Lastly, the majority, without pointing to any case authority, suggests that the Bankruptcy Code provides the sole medium through which the victim can find a remedy here. In essence, the majority argues that the bankruptcy laws have preempted the criminal law in this area. This is a spurious assertion. State criminal law is a matter purely of State concern. Although it is possible that Congress, acting through the power of the commerce clause, might preempt the right of a State to enforce its criminal laws, no authority - statutory or common law - has been presented that even suggests that the Bankruptcy Code ever has been interpreted to have such preemptive effect. In the absence of any such authority, I reject the majority's novel construction.
[Note 1] After circulation of the opinion to the other Justices of the Appeals Court, the panel was expanded. See Sciaba Constr Corp. v. Boston, 35 Mass. App. Ct. 181 , 181 n.2 (1993).
[Note Dissent-1] At the conclusion of all the evidence, the judge found the defendant guilty of larceny but not guilty of larceny by check. The judge then observed, "[t]he larceny, if it occurred at all, occurred on the failure to account for the funds after the [fish] auction.
"And I think by failing to turn over [Souza's] share of the money at that point in time that the [d]efendant committed a larceny."
[Note Dissent-2] The court in Sturm v. Boker, 150 U.S. at 329-330, stated, "The recognized distinction between bailment and sale is that . . . the title to the property is not changed. . . .
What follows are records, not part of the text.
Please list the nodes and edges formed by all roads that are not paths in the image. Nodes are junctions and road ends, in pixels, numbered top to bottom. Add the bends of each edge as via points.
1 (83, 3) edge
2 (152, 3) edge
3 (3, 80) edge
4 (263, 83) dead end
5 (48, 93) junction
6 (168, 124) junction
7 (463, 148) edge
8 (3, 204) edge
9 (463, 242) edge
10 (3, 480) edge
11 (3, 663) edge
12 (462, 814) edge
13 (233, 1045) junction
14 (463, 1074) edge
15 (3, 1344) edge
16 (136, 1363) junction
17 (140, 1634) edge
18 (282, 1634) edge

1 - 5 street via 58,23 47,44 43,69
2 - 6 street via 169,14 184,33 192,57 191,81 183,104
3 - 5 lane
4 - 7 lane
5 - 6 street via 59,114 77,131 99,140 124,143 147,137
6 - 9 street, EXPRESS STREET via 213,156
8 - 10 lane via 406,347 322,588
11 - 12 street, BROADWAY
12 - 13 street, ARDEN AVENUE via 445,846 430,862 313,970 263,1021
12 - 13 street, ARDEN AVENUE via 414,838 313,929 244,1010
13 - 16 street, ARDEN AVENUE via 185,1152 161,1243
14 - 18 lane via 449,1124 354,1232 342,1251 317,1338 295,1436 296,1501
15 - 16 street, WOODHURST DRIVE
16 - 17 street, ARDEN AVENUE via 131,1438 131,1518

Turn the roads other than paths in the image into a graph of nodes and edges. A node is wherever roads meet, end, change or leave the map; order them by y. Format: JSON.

"[An] agency to sell and return the proceeds . . . stands upon precisely the same footing, and does not involve a change of title. An essential incident to trust property is that the trustee or bailee can never make use of it for his own benefit." The most widely cited modem commentator takes exactly the same approach: "A consignment of goods for sale does not pass the title at any time, nor does it contemplate that it should be passed. The very term implies an agency, and the title is in the consignor, the consignee being his agent." Hawkland, Consignment Selling Under the Uniform Commercial Code, 67 Com. L.J. 146, 147 (1962), citing Rio Grande Oil Co. v. Miller Rubber Co., 31 Ariz. 84 (1926).
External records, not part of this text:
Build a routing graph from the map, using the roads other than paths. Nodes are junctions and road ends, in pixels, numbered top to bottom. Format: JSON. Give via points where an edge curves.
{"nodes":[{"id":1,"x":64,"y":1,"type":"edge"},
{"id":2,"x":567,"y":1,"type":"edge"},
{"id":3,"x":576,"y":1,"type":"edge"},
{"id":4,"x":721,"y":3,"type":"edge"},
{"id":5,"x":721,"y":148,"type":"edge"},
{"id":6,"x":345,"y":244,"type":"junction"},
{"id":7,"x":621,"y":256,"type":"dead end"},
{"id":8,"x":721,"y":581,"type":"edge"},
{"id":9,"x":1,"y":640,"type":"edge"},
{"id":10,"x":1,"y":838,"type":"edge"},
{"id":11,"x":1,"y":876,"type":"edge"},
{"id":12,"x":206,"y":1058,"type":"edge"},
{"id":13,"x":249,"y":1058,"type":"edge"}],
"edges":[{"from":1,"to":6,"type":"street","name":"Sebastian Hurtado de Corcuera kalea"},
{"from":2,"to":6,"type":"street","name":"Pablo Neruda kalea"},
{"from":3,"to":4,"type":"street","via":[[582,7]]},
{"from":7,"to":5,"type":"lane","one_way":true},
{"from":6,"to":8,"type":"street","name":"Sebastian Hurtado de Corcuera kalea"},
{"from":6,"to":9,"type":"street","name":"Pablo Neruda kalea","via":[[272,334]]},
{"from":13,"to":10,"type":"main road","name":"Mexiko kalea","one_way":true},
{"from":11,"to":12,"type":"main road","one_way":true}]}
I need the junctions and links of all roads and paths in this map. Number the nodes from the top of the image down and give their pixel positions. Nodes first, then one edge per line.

[Note Dissent-3] In many key respects, this case mirrors the situation in Commonwealth v. Hull, 296 Mass. 327 , 329-330 (1937). There the defendant, a stockbroker, was entrusted with securities. The owner instructed the defendant to sell the bonds and deliver up the proceeds. The defendant agreed. However, after selling the bonds, he used the proceeds to secure unrelated debts of his employer. In these circumstances, the court concluded that the defendant could be convicted of larceny of either the bonds (since there was evidence that he intended to convert them to his employer's use from the outset) or the proceeds from the sale. Id. at 330.
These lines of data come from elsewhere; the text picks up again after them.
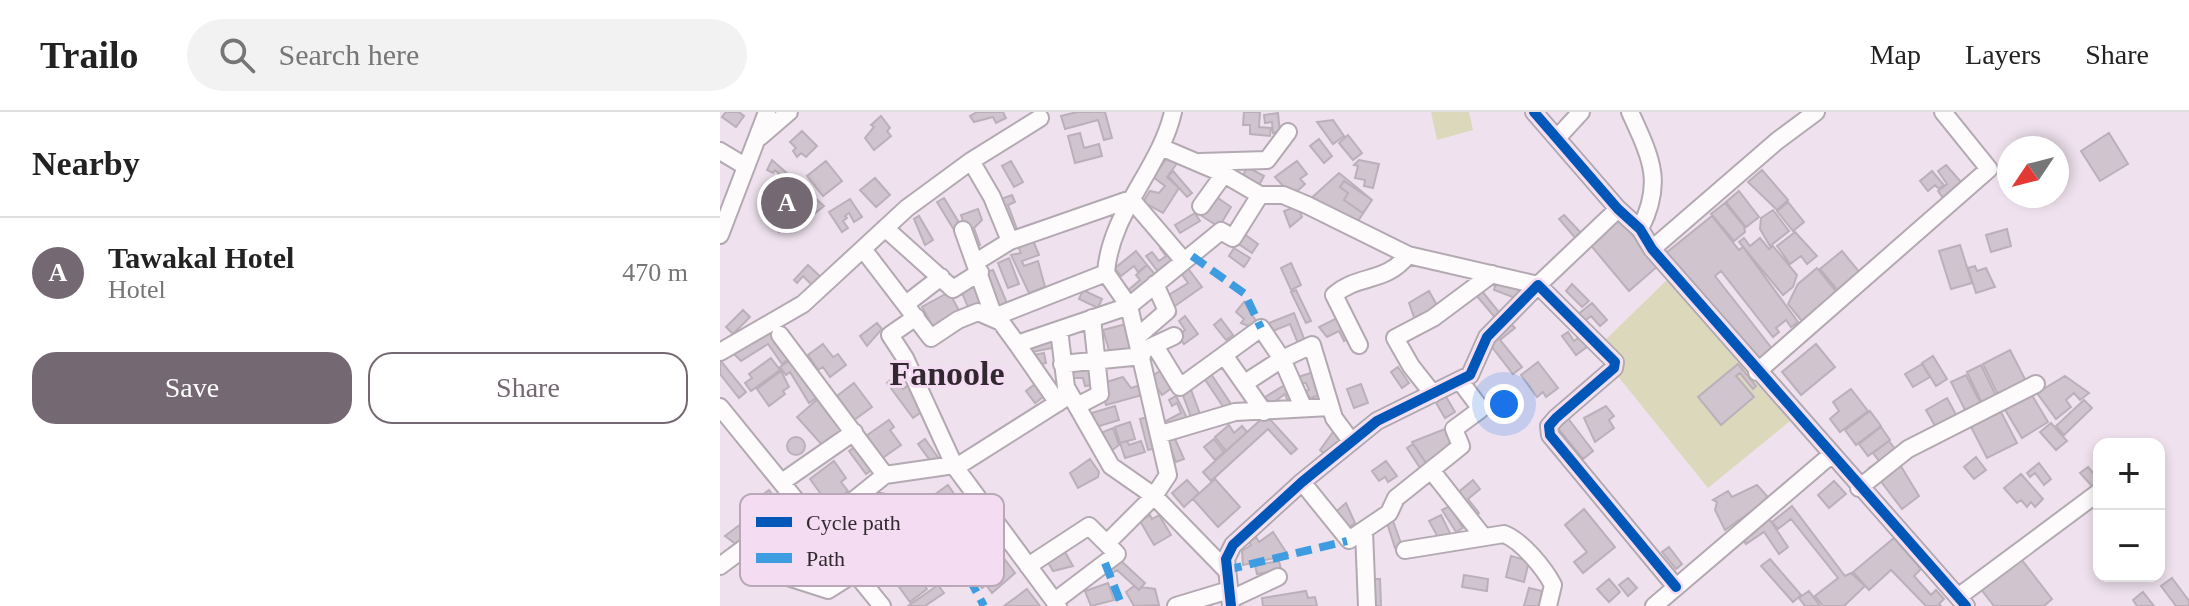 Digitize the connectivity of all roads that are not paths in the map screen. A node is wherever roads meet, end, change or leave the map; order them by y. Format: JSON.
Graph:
{"nodes":[{"id":1,"x":767,"y":112,"type":"edge"},
{"id":2,"x":789,"y":112,"type":"edge"},
{"id":3,"x":1173,"y":112,"type":"edge"},
{"id":4,"x":1534,"y":112,"type":"edge"},
{"id":5,"x":1581,"y":112,"type":"edge"},
{"id":6,"x":1630,"y":112,"type":"edge"},
{"id":7,"x":1816,"y":112,"type":"edge"},
{"id":8,"x":1943,"y":112,"type":"edge"},
{"id":9,"x":1040,"y":118,"type":"dead end"},
{"id":10,"x":1288,"y":132,"type":"dead end"},
{"id":11,"x":1557,"y":138,"type":"junction"},
{"id":12,"x":756,"y":141,"type":"junction"},
{"id":13,"x":1163,"y":148,"type":"junction"},
{"id":14,"x":720,"y":151,"type":"edge"},
{"id":15,"x":971,"y":161,"type":"junction"},
{"id":16,"x":1195,"y":162,"type":"junction"},
{"id":17,"x":745,"y":166,"type":"junction"},
{"id":18,"x":1224,"y":174,"type":"junction"},
{"id":19,"x":1260,"y":195,"type":"junction"},
{"id":20,"x":1131,"y":199,"type":"junction"},
{"id":21,"x":1201,"y":206,"type":"dead end"},
{"id":22,"x":1618,"y":209,"type":"junction"},
{"id":23,"x":722,"y":225,"type":"edge"},
{"id":24,"x":885,"y":228,"type":"junction"},
{"id":25,"x":1640,"y":229,"type":"junction"},
{"id":26,"x":963,"y":230,"type":"dead end"},
{"id":27,"x":1010,"y":241,"type":"junction"},
{"id":28,"x":863,"y":249,"type":"junction"},
{"id":29,"x":1652,"y":249,"type":"junction"},
{"id":30,"x":1408,"y":255,"type":"junction"},
{"id":31,"x":1184,"y":261,"type":"junction"},
{"id":32,"x":978,"y":267,"type":"junction"},
{"id":33,"x":1106,"y":273,"type":"junction"},
{"id":34,"x":1492,"y":274,"type":"junction"},
{"id":35,"x":941,"y":277,"type":"junction"},
{"id":36,"x":1155,"y":284,"type":"junction"},
{"id":37,"x":1538,"y":285,"type":"junction"},
{"id":38,"x":1129,"y":306,"type":"junction"},
{"id":39,"x":911,"y":310,"type":"junction"},
{"id":40,"x":994,"y":317,"type":"junction"},
{"id":41,"x":1092,"y":318,"type":"junction"},
{"id":42,"x":1059,"y":330,"type":"junction"},
{"id":43,"x":780,"y":335,"type":"dead end"},
{"id":44,"x":1174,"y":336,"type":"dead end"},
{"id":45,"x":1017,"y":344,"type":"junction"},
{"id":46,"x":1359,"y":345,"type":"dead end"},
{"id":47,"x":1144,"y":348,"type":"junction"},
{"id":48,"x":720,"y":352,"type":"edge"},
{"id":49,"x":1224,"y":355,"type":"junction"},
{"id":50,"x":1282,"y":359,"type":"junction"},
{"id":51,"x":1097,"y":362,"type":"junction"},
{"id":52,"x":1062,"y":364,"type":"junction"},
{"id":53,"x":1757,"y":372,"type":"junction"},
{"id":54,"x":1460,"y":381,"type":"junction"},
{"id":55,"x":1245,"y":383,"type":"junction"},
{"id":56,"x":2036,"y":384,"type":"dead end"},
{"id":57,"x":1180,"y":387,"type":"junction"},
{"id":58,"x":1433,"y":394,"type":"junction"},
{"id":59,"x":1152,"y":397,"type":"junction"},
{"id":60,"x":1068,"y":401,"type":"junction"},
{"id":61,"x":720,"y":407,"type":"edge"},
{"id":62,"x":1303,"y":407,"type":"junction"},
{"id":63,"x":1330,"y":407,"type":"junction"},
{"id":64,"x":1264,"y":412,"type":"junction"},
{"id":65,"x":854,"y":432,"type":"junction"},
{"id":66,"x":1161,"y":434,"type":"junction"},
{"id":67,"x":1351,"y":441,"type":"junction"},
{"id":68,"x":1831,"y":455,"type":"junction"},
{"id":69,"x":955,"y":467,"type":"junction"},
{"id":70,"x":1431,"y":470,"type":"junction"},
{"id":71,"x":885,"y":475,"type":"junction"},
{"id":72,"x":782,"y":482,"type":"junction"},
{"id":73,"x":1302,"y":482,"type":"junction"},
{"id":74,"x":1859,"y":488,"type":"junction"},
{"id":75,"x":792,"y":494,"type":"edge"},
{"id":76,"x":861,"y":494,"type":"edge"},
{"id":77,"x":975,"y":494,"type":"edge"},
{"id":78,"x":1154,"y":496,"type":"junction"},
{"id":79,"x":2093,"y":497,"type":"edge"},
{"id":80,"x":1364,"y":531,"type":"junction"},
{"id":81,"x":1004,"y":533,"type":"edge"},
{"id":82,"x":1482,"y":535,"type":"junction"},
{"id":83,"x":1107,"y":543,"type":"junction"},
{"id":84,"x":1405,"y":550,"type":"dead end"},
{"id":85,"x":740,"y":551,"type":"edge"},
{"id":86,"x":720,"y":566,"type":"edge"},
{"id":87,"x":1028,"y":566,"type":"junction"},
{"id":88,"x":1226,"y":570,"type":"junction"},
{"id":89,"x":1278,"y":577,"type":"dead end"},
{"id":90,"x":816,"y":586,"type":"edge"},
{"id":91,"x":834,"y":586,"type":"edge"},
{"id":92,"x":866,"y":586,"type":"edge"},
{"id":93,"x":1676,"y":587,"type":"junction"},
{"id":94,"x":1230,"y":599,"type":"edge"},
{"id":95,"x":1962,"y":602,"type":"edge"},
{"id":96,"x":1057,"y":604,"type":"edge"},
{"id":97,"x":882,"y":606,"type":"edge"},
{"id":98,"x":1176,"y":606,"type":"edge"},
{"id":99,"x":1367,"y":606,"type":"edge"},
{"id":100,"x":1548,"y":606,"type":"edge"},
{"id":101,"x":1654,"y":606,"type":"edge"}],
"edges":[{"from":1,"to":12,"type":"street"},
{"from":2,"to":12,"type":"street"},
{"from":3,"to":13,"type":"street"},
{"from":4,"to":11,"type":"street"},
{"from":5,"to":11,"type":"street"},
{"from":6,"to":25,"type":"street"},
{"from":7,"to":29,"type":"street"},
{"from":8,"to":53,"type":"street"},
{"from":9,"to":15,"type":"street"},
{"from":10,"to":16,"type":"street"},
{"from":11,"to":22,"type":"street"},
{"from":12,"to":17,"type":"street"},
{"from":13,"to":16,"type":"street"},
{"from":13,"to":20,"type":"street"},
{"from":14,"to":17,"type":"street"},
{"from":15,"to":24,"type":"street"},
{"from":15,"to":27,"type":"street"},
{"from":16,"to":18,"type":"street"},
{"from":17,"to":23,"type":"street"},
{"from":18,"to":19,"type":"street"},
{"from":18,"to":21,"type":"street"},
{"from":19,"to":30,"type":"street"},
{"from":19,"to":31,"type":"street"},
{"from":20,"to":27,"type":"street"},
{"from":20,"to":31,"type":"street"},
{"from":20,"to":33,"type":"street"},
{"from":22,"to":25,"type":"street"},
{"from":22,"to":37,"type":"street"},
{"from":24,"to":28,"type":"street"},
{"from":24,"to":35,"type":"street"},
{"from":25,"to":29,"type":"street"},
{"from":26,"to":32,"type":"street"},
{"from":27,"to":32,"type":"street"},
{"from":28,"to":39,"type":"street"},
{"from":28,"to":48,"type":"street"},
{"from":29,"to":53,"type":"street"},
{"from":30,"to":34,"type":"street"},
{"from":30,"to":46,"type":"street"},
{"from":31,"to":36,"type":"street"},
{"from":32,"to":35,"type":"street"},
{"from":32,"to":40,"type":"street"},
{"from":33,"to":38,"type":"street"},
{"from":33,"to":40,"type":"street"},
{"from":34,"to":37,"type":"street"},
{"from":34,"to":58,"type":"street"},
{"from":35,"to":39,"type":"street"},
{"from":36,"to":38,"type":"street"},
{"from":36,"to":47,"type":"street"},
{"from":37,"to":54,"type":"street"},
{"from":37,"to":93,"type":"street"},
{"from":38,"to":41,"type":"street"},
{"from":38,"to":47,"type":"street"},
{"from":39,"to":40,"type":"street"},
{"from":39,"to":69,"type":"street"},
{"from":40,"to":45,"type":"street"},
{"from":41,"to":42,"type":"street"},
{"from":41,"to":51,"type":"street"},
{"from":42,"to":45,"type":"street"},
{"from":42,"to":52,"type":"street"},
{"from":43,"to":65,"type":"street"},
{"from":44,"to":47,"type":"street"},
{"from":45,"to":60,"type":"street"},
{"from":47,"to":51,"type":"street"},
{"from":47,"to":57,"type":"street"},
{"from":47,"to":59,"type":"street"},
{"from":49,"to":50,"type":"street"},
{"from":49,"to":55,"type":"street"},
{"from":49,"to":57,"type":"street"},
{"from":50,"to":55,"type":"street"},
{"from":50,"to":62,"type":"street"},
{"from":50,"to":63,"type":"street"},
{"from":51,"to":52,"type":"street"},
{"from":51,"to":60,"type":"street"},
{"from":52,"to":60,"type":"street"},
{"from":53,"to":68,"type":"street"},
{"from":54,"to":58,"type":"street"},
{"from":54,"to":70,"type":"street"},
{"from":55,"to":64,"type":"street"},
{"from":56,"to":74,"type":"street"},
{"from":57,"to":59,"type":"street"},
{"from":58,"to":67,"type":"street"},
{"from":59,"to":66,"type":"street"},
{"from":60,"to":69,"type":"street"},
{"from":60,"to":78,"type":"street"},
{"from":61,"to":72,"type":"street"},
{"from":62,"to":63,"type":"street"},
{"from":62,"to":64,"type":"street"},
{"from":63,"to":67,"type":"street"},
{"from":64,"to":66,"type":"street"},
{"from":65,"to":71,"type":"street"},
{"from":65,"to":72,"type":"street"},
{"from":66,"to":78,"type":"street"},
{"from":67,"to":73,"type":"street"},
{"from":68,"to":74,"type":"street"},
{"from":68,"to":93,"type":"street"},
{"from":69,"to":71,"type":"street"},
{"from":69,"to":77,"type":"street"},
{"from":70,"to":80,"type":"street"},
{"from":70,"to":82,"type":"street"},
{"from":71,"to":76,"type":"street"},
{"from":72,"to":75,"type":"street"},
{"from":73,"to":80,"type":"street"},
{"from":73,"to":88,"type":"street"},
{"from":74,"to":95,"type":"street"},
{"from":78,"to":83,"type":"street"},
{"from":78,"to":88,"type":"street"},
{"from":79,"to":95,"type":"street"},
{"from":80,"to":99,"type":"street"},
{"from":81,"to":87,"type":"street"},
{"from":82,"to":84,"type":"street"},
{"from":82,"to":100,"type":"street"},
{"from":83,"to":87,"type":"street"},
{"from":83,"to":96,"type":"street"},
{"from":85,"to":86,"type":"street"},
{"from":87,"to":96,"type":"street"},
{"from":88,"to":94,"type":"street"},
{"from":89,"to":94,"type":"street"},
{"from":90,"to":91,"type":"street"},
{"from":92,"to":97,"type":"street"},
{"from":93,"to":101,"type":"street"},
{"from":94,"to":98,"type":"street"}]}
[Note Dissent-4] While the majority is correct that there was no direct evidence of the defendant's intent here, I note that the intent required for a larceny conviction (i.e., an intent to deprive the victim of his property permanently) may be inferred from actions that suggest indifference as to whether a victim recovers his property. See Commonwealth v. Souza, 428 Mass. 478 , 490 (1998). Here, such indifference reasonably might be inferred from the fact that the defendant accepted a consignment knowing the fragile state of his business, and the concomitant likelihood that the defendant would not be able to remit the victim's money to him after the auction. Further, unlike the majority, I see no necessity for the defendant to have hatched a plan to steal from the victim at the time of the consignment. It would suffice to support the conviction her eeven if it could be inferred that the notion to steal only crossed the defendant's mind once he had the auction proceeds in hand.